**Exercise details**. When you answer, give every record back exactly as written.

===== Records =====

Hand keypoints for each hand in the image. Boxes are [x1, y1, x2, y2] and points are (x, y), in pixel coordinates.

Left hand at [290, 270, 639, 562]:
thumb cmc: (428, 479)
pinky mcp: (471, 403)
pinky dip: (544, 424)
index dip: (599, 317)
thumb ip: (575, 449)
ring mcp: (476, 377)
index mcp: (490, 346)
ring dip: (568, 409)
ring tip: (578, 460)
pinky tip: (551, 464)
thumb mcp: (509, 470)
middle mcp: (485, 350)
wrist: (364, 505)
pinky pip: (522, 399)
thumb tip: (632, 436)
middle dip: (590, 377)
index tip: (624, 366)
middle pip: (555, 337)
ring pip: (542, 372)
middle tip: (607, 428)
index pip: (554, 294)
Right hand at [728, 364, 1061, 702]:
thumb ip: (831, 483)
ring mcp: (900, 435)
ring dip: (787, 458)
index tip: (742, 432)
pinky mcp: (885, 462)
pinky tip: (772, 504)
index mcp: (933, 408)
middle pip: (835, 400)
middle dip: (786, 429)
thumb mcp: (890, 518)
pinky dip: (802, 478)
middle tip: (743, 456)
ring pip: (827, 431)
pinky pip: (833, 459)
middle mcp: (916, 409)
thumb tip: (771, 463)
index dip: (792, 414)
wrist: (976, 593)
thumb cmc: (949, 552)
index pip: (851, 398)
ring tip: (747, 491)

=====

**Your response**.
Hand keypoints for each hand in the image. Boxes are [x1, y1, x2, y2] and points are (x, y), in pixel coordinates.

Left hand at [290, 270, 639, 562]:
thumb cmc: (428, 479)
pinky mcp: (471, 403)
pinky dip: (544, 424)
index dip: (599, 317)
thumb ip: (575, 449)
ring mcp: (476, 377)
index mcp: (490, 346)
ring dip: (568, 409)
ring tip: (578, 460)
pinky tip: (551, 464)
thumb mcp: (509, 470)
middle mcp: (485, 350)
wrist: (364, 505)
pinky pip: (522, 399)
thumb tip: (632, 436)
middle dip: (590, 377)
index tip: (624, 366)
middle pip: (555, 337)
ring pip: (542, 372)
middle tip: (607, 428)
index pip: (554, 294)
Right hand at [728, 364, 1061, 702]:
thumb ip: (831, 483)
ring mcp: (900, 435)
ring dip: (787, 458)
index tip: (742, 432)
pinky mcp: (885, 462)
pinky tip: (772, 504)
index mcp: (933, 408)
middle pip: (835, 400)
middle dip: (786, 429)
thumb mcp: (890, 518)
pinky dip: (802, 478)
middle tip: (743, 456)
ring pip: (827, 431)
pinky pip: (833, 459)
middle mcp: (916, 409)
thumb tip: (771, 463)
index dip: (792, 414)
wrist: (976, 593)
thumb cmc: (949, 552)
index pip: (851, 398)
ring tip: (747, 491)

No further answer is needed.